When Kaseya announced its Automation Exchange back in August, I was honored to be asked to present a short webinar on quality monitor sets. You can read more about this in my blog on the www,MSPBuilder.com web site. In a nutshell, using the default / sample monitors or not taking the time to learn how to properly create your own monitors can seriously impact your operation. It does not matter if you use Kaseya or something else - every vendor provides example monitor sets that often showcase what can be done rather than how it should be done. These are not intended for production use in most cases, as there's rarely a "one size fits all" solution. Every MSP is different and has different customer requirements, so monitor optimization is fairly personal.

This was made painfully clear last week when we deployed our RMM Suite to an MSP client. Our Service Desk application is designed to parse our monitors and take action where appropriate, but pass any "foreign" monitor set directly to the PSA. As part of initial testing, our monitors were applied only to the client's internal organization but not to their customers, which still had Kaseya's sample monitor sets applied. When we turned on the Service Desk, we were inundated with alerts from the non-optimized monitors (mostly Kaseya sample monitor sets). Within 90 minutes we had processed just over 2000 alerts from these sample monitor sets!

To put this in perspective, none of the customer's 30 internal machines generated a single alert with the optimized monitors applied, while the roughly 450 monitored customer agents generated 2083 alerts. In our MSP practice (with all agents having optimized alerts), 2530 monitored agents generated only 31 alerts for the entire day. Granted - this is a slow week for tickets, but we usually average around 45 alert tickets on a typical busy day for that number of agents. This is the value of optimizing your monitor sets.

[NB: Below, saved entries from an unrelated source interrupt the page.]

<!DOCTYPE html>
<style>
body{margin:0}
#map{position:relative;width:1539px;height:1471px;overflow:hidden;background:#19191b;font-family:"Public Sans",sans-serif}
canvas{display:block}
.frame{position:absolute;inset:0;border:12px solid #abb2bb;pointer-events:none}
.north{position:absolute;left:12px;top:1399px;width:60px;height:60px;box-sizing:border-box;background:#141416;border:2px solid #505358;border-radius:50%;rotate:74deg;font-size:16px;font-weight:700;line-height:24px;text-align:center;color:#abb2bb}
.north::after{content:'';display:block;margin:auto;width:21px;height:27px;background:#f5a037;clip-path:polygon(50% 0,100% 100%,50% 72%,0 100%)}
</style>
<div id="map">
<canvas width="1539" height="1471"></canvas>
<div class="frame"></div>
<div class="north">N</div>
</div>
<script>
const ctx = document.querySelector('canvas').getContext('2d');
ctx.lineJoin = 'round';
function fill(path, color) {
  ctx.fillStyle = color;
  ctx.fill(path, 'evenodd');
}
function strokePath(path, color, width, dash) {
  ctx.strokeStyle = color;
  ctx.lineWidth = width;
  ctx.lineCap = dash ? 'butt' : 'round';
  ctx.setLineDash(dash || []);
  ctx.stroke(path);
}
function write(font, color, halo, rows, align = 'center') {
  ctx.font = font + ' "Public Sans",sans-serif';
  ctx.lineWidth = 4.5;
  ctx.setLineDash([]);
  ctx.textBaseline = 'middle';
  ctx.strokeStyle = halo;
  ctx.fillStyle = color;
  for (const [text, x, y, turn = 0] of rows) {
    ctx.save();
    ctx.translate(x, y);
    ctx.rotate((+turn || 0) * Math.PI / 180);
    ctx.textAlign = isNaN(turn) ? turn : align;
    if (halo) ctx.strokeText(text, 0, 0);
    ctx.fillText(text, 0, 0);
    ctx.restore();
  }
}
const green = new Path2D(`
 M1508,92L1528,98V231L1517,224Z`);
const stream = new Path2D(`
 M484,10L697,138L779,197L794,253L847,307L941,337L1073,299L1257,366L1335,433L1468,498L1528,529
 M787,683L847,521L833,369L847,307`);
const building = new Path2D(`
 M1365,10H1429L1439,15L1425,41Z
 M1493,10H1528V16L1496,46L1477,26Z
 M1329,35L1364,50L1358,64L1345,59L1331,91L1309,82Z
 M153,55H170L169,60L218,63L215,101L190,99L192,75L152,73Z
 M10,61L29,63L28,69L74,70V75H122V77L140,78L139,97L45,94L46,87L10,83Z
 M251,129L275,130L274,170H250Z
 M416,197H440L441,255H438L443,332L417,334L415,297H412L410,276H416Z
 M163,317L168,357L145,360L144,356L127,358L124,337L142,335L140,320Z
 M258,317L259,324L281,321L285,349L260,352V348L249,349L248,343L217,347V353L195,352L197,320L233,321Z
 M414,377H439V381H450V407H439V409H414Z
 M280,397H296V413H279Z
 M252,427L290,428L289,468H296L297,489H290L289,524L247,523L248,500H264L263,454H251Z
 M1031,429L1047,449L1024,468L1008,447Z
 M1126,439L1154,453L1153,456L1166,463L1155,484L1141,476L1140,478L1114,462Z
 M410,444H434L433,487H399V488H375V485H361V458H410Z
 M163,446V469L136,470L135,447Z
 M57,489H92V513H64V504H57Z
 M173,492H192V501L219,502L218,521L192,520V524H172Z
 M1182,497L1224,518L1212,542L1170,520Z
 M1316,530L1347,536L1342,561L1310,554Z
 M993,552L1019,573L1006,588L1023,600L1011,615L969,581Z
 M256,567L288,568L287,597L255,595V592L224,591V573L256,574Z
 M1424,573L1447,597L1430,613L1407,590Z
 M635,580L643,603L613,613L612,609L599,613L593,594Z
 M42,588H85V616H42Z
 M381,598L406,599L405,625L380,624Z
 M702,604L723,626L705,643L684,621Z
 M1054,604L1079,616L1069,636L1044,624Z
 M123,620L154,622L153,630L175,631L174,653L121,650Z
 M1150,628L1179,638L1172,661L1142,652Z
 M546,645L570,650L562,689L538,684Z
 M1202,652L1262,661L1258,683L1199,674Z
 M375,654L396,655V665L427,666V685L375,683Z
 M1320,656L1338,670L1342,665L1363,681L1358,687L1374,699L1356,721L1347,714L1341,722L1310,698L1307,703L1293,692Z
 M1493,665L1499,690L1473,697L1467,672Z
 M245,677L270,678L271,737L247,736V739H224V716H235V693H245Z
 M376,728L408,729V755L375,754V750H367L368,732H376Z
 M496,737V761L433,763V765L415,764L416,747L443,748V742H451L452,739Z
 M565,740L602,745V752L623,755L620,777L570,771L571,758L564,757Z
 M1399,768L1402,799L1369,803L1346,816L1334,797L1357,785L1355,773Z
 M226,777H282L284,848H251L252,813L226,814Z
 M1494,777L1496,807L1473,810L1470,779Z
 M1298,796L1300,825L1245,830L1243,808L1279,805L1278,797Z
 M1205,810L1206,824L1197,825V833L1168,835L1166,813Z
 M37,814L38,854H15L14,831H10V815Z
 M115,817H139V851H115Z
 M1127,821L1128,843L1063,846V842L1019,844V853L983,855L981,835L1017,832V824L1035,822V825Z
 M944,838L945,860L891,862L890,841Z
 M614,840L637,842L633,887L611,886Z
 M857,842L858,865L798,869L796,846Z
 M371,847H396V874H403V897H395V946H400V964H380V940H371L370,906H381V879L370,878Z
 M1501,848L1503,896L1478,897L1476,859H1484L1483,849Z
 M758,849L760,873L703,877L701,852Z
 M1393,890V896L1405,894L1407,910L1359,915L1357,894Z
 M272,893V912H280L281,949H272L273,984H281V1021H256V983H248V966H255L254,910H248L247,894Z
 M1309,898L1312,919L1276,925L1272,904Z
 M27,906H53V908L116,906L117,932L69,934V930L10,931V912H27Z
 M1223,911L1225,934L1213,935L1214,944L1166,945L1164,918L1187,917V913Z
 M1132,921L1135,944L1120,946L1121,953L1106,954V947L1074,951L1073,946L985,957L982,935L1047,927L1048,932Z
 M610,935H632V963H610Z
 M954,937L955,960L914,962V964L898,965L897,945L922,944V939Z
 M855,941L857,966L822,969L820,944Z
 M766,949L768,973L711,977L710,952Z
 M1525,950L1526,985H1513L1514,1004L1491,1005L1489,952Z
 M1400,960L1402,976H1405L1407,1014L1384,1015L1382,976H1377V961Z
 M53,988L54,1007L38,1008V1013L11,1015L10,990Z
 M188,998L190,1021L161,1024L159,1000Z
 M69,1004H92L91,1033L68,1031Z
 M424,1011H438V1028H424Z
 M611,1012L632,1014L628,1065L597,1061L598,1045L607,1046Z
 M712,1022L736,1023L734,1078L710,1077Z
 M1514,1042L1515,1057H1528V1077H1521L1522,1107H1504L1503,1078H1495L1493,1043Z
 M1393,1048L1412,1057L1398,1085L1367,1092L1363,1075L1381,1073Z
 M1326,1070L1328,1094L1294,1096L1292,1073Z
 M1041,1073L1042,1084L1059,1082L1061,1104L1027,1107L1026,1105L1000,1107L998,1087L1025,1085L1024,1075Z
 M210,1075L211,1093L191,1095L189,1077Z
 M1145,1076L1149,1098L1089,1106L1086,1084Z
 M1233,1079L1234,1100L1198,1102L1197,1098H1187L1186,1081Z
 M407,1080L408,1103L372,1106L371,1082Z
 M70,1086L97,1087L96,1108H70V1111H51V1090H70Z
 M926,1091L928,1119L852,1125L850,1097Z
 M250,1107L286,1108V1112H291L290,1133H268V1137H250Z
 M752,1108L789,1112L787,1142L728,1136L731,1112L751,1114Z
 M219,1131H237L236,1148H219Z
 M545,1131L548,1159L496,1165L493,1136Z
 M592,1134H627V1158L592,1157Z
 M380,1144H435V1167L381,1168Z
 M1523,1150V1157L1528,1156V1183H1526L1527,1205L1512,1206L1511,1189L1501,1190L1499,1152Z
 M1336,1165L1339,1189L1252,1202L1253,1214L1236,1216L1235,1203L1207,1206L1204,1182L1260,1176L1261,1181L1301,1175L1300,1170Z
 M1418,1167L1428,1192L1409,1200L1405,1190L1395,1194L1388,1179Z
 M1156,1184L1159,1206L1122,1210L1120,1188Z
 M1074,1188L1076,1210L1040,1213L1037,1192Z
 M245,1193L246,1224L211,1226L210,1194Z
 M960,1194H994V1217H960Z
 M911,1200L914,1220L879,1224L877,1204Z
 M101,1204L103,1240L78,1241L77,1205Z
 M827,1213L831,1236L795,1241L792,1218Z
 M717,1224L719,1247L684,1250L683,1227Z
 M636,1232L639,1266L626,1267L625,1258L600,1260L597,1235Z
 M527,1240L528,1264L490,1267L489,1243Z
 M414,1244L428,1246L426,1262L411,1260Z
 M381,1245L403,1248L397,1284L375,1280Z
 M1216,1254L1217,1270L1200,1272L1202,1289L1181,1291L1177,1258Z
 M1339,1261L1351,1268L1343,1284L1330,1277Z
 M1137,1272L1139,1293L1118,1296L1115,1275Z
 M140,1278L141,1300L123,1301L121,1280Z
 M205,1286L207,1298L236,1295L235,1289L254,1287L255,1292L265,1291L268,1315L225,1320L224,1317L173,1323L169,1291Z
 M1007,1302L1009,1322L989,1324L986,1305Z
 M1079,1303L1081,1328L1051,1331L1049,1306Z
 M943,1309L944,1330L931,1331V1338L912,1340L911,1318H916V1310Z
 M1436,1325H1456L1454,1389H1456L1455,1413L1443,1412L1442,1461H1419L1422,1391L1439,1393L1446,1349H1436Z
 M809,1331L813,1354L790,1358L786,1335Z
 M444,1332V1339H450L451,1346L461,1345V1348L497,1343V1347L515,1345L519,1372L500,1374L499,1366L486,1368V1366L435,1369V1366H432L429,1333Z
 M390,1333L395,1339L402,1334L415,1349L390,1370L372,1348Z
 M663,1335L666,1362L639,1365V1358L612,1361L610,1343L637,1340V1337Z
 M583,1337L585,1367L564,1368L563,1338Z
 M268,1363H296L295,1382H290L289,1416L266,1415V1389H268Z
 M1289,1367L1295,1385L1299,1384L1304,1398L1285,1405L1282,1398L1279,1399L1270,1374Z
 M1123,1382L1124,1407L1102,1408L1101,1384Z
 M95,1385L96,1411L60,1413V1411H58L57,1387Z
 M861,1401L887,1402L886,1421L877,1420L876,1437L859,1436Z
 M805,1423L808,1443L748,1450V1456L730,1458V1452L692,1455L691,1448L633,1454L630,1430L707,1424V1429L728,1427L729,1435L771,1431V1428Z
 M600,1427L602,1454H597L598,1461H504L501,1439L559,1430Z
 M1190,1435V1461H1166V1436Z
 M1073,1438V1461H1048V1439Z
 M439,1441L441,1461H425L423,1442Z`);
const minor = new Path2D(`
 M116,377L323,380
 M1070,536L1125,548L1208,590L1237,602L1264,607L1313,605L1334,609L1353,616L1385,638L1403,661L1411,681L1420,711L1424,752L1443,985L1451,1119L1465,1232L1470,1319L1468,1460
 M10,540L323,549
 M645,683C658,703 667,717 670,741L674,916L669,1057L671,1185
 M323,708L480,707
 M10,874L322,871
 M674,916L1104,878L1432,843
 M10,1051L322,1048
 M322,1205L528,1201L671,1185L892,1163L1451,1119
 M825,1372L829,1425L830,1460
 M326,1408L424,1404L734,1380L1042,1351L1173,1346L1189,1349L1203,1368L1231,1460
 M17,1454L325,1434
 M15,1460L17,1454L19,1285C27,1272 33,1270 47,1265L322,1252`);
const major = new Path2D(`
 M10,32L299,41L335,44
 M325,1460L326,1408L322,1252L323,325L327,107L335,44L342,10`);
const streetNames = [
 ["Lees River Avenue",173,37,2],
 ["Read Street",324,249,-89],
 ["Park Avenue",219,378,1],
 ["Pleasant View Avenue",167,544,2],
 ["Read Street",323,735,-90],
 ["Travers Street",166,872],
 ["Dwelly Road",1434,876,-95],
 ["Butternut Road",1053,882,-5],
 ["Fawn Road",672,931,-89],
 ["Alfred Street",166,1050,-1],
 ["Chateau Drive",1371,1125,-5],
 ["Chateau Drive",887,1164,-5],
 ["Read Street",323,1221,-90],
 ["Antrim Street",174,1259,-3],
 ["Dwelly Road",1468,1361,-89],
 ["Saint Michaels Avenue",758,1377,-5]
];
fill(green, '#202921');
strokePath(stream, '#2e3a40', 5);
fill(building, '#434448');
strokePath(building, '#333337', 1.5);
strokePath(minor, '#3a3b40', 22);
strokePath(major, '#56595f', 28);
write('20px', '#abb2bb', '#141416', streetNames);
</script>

The key difference is the time we spent on reviewing and optimizing the alerts and the monitor sets that define them. Things we considered include:

  • Can we do something for this alert? If not - why alert on it? Maybe it should be logged for trend analysis instead.
  • Is the threshold appropriate? Have we considered the platform capability, system optimization (or lack thereof), or other environmental limitations when defining the alert?
  • Is the rearm period reasonable? One of the biggest reasons for alert floods is a rearm period too short for a remediation action to be performed.
  • If this is a performance alert, is someone available to look at it RIGHT NOW? If not, log and don't alert on performance, as you usually won't be able to identify the reason for performance hits unless you can look at it while it's happening.

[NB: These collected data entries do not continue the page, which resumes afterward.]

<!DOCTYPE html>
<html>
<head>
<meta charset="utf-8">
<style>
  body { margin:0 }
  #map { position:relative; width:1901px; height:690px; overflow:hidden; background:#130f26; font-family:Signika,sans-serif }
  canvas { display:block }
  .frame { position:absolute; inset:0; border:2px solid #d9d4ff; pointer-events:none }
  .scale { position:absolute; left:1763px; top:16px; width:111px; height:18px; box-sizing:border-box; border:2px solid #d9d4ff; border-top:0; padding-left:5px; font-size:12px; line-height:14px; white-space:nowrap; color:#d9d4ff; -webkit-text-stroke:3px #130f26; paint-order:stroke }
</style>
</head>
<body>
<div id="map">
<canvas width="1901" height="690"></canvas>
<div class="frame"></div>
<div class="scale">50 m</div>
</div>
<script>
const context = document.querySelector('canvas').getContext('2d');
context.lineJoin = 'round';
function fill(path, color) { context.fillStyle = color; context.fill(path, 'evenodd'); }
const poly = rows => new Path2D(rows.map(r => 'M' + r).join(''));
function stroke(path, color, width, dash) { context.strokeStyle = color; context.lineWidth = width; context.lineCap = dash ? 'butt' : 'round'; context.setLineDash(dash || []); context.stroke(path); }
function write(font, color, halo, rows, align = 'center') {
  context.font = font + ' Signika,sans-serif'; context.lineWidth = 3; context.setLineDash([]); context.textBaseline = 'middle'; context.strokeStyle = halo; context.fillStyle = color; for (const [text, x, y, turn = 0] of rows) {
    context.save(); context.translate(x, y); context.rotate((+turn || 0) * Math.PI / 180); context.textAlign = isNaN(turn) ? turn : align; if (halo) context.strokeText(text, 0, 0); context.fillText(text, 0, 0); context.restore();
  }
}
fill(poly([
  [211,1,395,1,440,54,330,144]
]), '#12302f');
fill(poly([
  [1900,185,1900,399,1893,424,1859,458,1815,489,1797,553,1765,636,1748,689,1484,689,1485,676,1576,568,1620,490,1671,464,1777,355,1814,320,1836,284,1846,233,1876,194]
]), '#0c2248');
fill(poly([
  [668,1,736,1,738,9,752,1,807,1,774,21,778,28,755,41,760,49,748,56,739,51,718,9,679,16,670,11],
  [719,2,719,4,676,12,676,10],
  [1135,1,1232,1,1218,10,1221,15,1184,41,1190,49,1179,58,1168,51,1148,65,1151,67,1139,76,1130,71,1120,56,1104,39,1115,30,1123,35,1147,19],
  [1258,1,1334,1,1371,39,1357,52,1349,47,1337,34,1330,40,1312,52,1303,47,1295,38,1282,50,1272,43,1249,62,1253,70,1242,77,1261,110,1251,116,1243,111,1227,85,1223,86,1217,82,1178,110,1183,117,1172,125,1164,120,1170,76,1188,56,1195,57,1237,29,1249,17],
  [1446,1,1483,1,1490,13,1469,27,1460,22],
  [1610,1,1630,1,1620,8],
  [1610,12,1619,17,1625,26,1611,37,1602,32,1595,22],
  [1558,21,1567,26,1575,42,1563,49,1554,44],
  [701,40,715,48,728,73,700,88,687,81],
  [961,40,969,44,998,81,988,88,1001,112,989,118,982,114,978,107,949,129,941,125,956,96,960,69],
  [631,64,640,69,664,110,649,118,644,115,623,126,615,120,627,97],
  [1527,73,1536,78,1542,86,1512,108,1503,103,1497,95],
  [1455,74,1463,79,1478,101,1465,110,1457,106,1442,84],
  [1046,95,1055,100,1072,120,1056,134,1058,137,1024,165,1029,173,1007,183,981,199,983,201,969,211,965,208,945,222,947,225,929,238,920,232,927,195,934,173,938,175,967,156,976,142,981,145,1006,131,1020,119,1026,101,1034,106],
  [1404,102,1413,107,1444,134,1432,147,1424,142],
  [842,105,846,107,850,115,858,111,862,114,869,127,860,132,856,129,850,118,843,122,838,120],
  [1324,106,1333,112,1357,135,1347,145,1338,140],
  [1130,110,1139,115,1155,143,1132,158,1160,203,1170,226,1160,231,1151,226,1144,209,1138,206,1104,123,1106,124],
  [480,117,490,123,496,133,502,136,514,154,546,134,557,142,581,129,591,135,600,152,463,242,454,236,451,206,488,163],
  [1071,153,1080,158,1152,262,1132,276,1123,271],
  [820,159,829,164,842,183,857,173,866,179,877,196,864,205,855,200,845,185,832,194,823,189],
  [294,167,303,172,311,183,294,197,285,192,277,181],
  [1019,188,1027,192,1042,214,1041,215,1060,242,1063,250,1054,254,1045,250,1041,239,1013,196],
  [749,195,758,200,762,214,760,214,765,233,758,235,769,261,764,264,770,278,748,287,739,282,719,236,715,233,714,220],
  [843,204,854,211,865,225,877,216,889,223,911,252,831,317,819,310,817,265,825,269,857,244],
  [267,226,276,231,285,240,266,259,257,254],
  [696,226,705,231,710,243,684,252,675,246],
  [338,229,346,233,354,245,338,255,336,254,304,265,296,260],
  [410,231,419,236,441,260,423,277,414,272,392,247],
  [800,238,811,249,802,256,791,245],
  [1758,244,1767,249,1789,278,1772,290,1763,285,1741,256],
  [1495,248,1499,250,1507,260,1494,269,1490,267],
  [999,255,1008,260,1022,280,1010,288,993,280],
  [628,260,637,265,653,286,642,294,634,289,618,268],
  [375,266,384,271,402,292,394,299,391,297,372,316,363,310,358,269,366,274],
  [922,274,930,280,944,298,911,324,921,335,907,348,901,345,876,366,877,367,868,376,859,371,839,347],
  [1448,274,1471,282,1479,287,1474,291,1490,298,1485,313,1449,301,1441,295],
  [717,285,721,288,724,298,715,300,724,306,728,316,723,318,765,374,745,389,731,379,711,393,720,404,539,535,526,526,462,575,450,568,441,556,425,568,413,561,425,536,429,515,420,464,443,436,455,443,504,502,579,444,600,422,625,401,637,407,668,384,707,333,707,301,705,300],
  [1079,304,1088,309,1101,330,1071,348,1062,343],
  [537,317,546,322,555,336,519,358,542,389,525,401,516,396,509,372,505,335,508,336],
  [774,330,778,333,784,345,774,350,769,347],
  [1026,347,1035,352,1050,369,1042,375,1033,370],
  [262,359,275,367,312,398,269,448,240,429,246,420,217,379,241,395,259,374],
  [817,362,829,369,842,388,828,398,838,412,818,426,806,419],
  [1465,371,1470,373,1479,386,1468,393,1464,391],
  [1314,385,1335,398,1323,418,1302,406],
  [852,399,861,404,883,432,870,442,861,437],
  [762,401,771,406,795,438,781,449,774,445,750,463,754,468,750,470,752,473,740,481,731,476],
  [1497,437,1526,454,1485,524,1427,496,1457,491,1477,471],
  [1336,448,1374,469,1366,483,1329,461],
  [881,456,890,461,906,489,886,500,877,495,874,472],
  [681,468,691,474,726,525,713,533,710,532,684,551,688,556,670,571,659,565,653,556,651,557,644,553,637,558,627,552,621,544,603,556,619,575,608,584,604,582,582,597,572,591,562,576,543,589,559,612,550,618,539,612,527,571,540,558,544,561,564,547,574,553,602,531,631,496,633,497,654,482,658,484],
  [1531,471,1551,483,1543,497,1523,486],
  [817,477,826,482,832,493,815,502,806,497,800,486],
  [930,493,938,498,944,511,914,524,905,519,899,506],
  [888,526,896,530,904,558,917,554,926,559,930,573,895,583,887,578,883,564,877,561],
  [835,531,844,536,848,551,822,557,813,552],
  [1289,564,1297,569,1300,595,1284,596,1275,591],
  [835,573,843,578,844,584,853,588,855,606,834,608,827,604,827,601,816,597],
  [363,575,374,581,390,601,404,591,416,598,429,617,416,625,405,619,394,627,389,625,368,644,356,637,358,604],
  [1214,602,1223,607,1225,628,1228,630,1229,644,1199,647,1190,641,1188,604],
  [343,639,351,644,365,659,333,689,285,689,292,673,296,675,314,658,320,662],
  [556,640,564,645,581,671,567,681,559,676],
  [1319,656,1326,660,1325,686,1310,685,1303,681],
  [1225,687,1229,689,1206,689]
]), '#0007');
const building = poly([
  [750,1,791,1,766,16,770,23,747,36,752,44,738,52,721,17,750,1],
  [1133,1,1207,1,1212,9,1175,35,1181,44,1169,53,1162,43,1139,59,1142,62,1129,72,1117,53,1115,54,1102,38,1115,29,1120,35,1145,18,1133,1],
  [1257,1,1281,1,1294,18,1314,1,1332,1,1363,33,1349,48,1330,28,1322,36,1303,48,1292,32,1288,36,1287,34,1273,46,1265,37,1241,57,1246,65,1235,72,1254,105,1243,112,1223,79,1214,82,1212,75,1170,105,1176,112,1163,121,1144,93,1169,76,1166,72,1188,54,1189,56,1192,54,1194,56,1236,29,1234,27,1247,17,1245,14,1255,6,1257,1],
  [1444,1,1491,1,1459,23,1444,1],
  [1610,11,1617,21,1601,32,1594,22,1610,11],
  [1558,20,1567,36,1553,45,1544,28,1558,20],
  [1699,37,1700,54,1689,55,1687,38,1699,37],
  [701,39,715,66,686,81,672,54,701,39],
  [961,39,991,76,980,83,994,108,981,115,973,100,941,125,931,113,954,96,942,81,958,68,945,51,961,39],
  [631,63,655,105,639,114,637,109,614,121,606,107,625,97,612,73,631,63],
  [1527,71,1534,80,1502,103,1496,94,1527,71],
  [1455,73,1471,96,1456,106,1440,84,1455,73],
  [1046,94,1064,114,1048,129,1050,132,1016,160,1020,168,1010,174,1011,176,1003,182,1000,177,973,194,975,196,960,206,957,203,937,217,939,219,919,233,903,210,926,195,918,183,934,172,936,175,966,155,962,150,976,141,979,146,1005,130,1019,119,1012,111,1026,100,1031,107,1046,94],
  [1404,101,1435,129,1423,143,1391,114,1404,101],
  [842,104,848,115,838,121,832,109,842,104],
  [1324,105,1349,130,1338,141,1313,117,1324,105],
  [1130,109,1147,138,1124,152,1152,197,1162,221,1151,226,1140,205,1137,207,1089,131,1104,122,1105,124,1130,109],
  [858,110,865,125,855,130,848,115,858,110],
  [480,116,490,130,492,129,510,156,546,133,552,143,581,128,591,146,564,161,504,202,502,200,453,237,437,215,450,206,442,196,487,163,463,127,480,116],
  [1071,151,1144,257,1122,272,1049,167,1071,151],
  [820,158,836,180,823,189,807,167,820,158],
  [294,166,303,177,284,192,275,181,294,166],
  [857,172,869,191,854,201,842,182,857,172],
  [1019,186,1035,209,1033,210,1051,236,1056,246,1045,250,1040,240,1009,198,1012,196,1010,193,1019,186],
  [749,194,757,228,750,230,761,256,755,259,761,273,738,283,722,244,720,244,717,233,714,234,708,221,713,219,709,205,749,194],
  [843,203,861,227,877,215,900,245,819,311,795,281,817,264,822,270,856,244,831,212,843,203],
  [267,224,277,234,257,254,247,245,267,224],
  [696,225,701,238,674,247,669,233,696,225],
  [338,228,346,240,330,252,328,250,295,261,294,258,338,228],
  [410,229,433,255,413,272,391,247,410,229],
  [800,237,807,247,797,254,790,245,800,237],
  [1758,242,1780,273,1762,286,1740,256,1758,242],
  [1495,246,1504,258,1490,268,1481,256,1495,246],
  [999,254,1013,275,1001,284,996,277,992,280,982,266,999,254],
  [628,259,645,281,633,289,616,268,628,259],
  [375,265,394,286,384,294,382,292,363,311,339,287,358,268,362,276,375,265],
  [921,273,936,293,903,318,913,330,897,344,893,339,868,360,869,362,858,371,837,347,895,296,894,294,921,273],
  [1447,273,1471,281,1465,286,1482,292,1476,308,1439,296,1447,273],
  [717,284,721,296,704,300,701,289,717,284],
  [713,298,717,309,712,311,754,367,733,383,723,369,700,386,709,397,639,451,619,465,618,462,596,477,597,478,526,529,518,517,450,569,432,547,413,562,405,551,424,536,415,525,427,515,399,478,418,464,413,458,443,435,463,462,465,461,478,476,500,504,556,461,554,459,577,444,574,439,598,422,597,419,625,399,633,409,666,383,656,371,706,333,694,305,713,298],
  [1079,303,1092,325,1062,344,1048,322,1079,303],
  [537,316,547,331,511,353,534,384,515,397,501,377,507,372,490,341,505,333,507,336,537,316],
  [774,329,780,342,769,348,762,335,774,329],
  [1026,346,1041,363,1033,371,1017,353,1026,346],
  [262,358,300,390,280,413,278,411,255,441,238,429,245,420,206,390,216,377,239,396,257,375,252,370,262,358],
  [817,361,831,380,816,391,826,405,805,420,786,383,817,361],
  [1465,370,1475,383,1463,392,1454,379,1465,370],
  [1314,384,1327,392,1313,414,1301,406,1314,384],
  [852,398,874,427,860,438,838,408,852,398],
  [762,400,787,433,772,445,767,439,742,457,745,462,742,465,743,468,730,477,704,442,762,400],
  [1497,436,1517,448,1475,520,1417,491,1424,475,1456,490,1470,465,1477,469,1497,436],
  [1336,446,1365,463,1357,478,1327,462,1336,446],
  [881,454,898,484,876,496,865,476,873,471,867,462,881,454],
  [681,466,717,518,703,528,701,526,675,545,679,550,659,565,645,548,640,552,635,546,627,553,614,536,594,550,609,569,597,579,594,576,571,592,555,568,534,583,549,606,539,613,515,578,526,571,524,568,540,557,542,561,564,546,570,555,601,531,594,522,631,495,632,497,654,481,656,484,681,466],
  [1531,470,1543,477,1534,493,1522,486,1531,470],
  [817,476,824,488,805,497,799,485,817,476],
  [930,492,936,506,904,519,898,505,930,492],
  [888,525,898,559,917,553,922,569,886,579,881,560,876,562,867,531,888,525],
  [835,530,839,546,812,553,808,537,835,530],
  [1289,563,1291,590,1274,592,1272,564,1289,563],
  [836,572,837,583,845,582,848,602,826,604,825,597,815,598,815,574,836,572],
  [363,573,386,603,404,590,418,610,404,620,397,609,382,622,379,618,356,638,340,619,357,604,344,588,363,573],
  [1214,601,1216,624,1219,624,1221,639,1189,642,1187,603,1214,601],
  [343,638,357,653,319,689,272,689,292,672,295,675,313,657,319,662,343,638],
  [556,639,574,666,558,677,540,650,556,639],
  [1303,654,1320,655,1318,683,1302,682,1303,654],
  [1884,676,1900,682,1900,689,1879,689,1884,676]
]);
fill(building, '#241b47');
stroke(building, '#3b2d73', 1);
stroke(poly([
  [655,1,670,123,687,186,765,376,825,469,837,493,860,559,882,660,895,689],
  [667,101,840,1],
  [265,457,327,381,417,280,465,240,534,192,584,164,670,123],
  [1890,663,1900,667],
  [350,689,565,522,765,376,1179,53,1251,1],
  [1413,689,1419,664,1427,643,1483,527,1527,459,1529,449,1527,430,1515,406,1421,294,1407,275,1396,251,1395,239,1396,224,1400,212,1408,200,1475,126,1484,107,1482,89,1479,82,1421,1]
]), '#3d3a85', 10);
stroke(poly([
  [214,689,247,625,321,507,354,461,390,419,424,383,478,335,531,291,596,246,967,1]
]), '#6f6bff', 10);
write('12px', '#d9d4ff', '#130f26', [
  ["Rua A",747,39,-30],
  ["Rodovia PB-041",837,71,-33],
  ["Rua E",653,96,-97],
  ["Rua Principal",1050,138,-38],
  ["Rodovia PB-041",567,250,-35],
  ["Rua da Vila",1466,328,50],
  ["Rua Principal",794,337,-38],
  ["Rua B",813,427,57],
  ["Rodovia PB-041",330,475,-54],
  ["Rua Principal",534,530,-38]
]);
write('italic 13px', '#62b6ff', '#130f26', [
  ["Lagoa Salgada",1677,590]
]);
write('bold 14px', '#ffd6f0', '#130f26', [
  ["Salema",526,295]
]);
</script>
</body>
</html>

The point here is that time taken to review and optimize your monitor sets is an investment, not an expense in time and labor. Internally, we've seen reductions of Service Desk tickets by 63% after moving to the optimized monitor sets. After 18 months of using the optimized monitors (plus the auto-remediation capability of Service Desk), we've been able to move staff from help-desk to project work, keeping just 2-3 engineers on help desk each day. Our help desk team does live call answer of customer calls in addition to handling the alert tickets. Project work is typically more profitable, so the time spent optimizing the monitors has had direct and measurable results in the bottom line - worth every minute!